Around the fall of 1867, Bahá'u'lláh in Edirne wrote a letter (The Tablet of
the Kings or Surat al-Muluk) apostrophizing the world's rulers, in which he
addressed Ottoman cabinet officials and to Sultan Abdulaziz. Bahá'u'lláh therein
disavows any theocratic or mahdist pretensions, denying that he wishes to lay
hold on the worldly possessions of these high officials, and insisting that he is not
in rebellion against the Ottoman sultan. He does say that Sultan Abdulaziz should
be grateful to God for having made him "sultan of the Muslims," and calls him the
"shadow of God on earth."(7) He thus underlines that the civil state derives its
ultimate authority from God, but that Bahá'u'lláh's coming does not challenge in
any way its authority, since he wishes only to give ethical and spiritual
counsel.
We do not know if the Tablet to the Kings actually was sent to the Sublime
Porte, though that seems likely. Its attempt at conciliation, in any case, failed.
By spring of 1868 Sultan Abdulaziz and his cabinet, in reaction to Azali
complaints and the importuning of the Iranian ambassador, had decided to exile
Bahá'u'lláh and his companions from Edirne to Acre. Grand Vizier or First Minister
Ali Pasha and Foreign Minister Fuad Pasha were intimately involved in this
decision, which had implications for the Ottoman Empire's relations with Iran and
also had the potential to raise protests from the European ambassadors concerned
about freedom of conscience. But the motives for taking this step among the high
Ottoman elite probably differed. Fuad and Ali could have cared less about Islamic
orthodoxy, but they wanted to please Iran for reasons of Realpolitik. Ironically,
they may also have worried about the Babis as Muslim critics of their autocracy.
The Islamic backlash against the secularizing Tanzimat reforms had taken two
forms. One was the reactionary critique by the conservative Ottoman Muslim
clergy (ulema), which had been implicated in the 1858 Kuleli revolt against the
Westernizing government. Many of Bahá'u'lláh's statements in his letters to the
Ottoman state, calling it back to God, and critiquing its secularizing principles,
could have been read as belonging in this reactionary tradition.
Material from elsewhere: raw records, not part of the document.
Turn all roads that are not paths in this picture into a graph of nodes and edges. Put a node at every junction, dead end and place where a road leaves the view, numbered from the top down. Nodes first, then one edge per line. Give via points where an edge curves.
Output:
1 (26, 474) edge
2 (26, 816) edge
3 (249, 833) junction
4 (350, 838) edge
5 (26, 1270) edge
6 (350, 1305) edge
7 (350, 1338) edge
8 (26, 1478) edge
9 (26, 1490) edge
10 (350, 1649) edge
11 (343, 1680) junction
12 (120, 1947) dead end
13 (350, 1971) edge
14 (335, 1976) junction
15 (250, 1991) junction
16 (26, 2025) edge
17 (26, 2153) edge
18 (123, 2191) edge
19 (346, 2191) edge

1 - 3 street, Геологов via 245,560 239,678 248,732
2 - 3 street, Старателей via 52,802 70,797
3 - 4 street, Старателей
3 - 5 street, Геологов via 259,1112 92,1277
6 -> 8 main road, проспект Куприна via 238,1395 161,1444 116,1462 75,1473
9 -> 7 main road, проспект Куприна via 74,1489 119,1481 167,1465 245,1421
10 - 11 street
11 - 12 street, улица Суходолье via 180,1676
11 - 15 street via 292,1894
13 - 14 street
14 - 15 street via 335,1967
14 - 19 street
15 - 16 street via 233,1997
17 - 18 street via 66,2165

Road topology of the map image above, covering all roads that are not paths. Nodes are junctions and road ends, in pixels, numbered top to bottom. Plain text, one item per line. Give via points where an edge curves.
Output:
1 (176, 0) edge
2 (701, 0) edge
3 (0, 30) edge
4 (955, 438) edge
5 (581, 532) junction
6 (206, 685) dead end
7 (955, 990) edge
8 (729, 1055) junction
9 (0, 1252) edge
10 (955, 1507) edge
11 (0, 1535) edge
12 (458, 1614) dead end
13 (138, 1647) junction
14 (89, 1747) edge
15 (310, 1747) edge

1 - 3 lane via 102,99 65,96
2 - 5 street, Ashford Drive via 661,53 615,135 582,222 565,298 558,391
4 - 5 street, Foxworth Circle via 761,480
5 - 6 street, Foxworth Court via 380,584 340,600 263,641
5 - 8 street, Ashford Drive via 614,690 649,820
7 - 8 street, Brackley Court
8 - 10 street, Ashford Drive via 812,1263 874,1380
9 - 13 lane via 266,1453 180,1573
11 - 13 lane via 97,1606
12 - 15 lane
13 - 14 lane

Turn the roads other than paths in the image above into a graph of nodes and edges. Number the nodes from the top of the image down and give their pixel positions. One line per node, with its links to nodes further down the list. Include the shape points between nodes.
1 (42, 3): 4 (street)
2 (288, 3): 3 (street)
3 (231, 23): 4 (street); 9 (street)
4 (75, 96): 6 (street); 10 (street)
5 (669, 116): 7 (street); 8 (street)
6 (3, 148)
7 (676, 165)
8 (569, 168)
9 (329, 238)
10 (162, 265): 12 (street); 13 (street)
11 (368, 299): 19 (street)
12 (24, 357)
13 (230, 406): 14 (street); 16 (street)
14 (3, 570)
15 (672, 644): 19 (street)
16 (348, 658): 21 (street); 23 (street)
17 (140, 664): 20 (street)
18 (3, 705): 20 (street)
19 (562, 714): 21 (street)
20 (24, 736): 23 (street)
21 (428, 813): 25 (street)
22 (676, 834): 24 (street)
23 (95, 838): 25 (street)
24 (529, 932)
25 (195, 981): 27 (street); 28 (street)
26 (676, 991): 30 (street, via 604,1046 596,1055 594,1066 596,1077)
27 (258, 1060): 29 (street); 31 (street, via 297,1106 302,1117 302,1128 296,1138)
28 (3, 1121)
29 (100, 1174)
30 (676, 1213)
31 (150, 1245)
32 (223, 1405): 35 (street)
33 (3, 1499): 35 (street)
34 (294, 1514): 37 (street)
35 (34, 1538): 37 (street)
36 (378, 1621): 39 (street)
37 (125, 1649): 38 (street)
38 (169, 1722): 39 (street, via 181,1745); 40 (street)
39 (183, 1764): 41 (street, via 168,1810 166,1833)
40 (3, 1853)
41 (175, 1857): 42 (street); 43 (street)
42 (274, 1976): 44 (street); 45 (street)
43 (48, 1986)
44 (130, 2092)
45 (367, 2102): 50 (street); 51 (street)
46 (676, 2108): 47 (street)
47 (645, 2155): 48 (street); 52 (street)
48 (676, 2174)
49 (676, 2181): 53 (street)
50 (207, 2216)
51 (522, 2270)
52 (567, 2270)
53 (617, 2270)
The other Islamic response was that of the Young Ottomans, a society
founded in 1865, who combined an interest in Islamic mysticism and culture with
an Ottoman nationalism and a commitment to parliamentary governance and civil
rights. (8) Many of these individuals were government translators and had a good
knowledge of European languages and of the Enlightenment tradition of thinking
about government and rights.
Bahá'u'lláh's support for "consultative" (mushawarah) government and
complaints about the lack of due process accorded him and his followers also bore
some resemblance to these progressive Muslim reformers, some of whom were
already in exile in 1867. It is clear that Bahá'u'lláh and `Abdu'l-Bahá later
conducted an extensive correspondence with the Young Ottomans, and it is not
impossible that they already had contacts with sympathizers in Edirne. In any
case, Ali and Fuad saw the Babis as a political nuisance, far too Islamic and far
too dissatisfied with the authoritarian Tanzimat status quo to be trusted.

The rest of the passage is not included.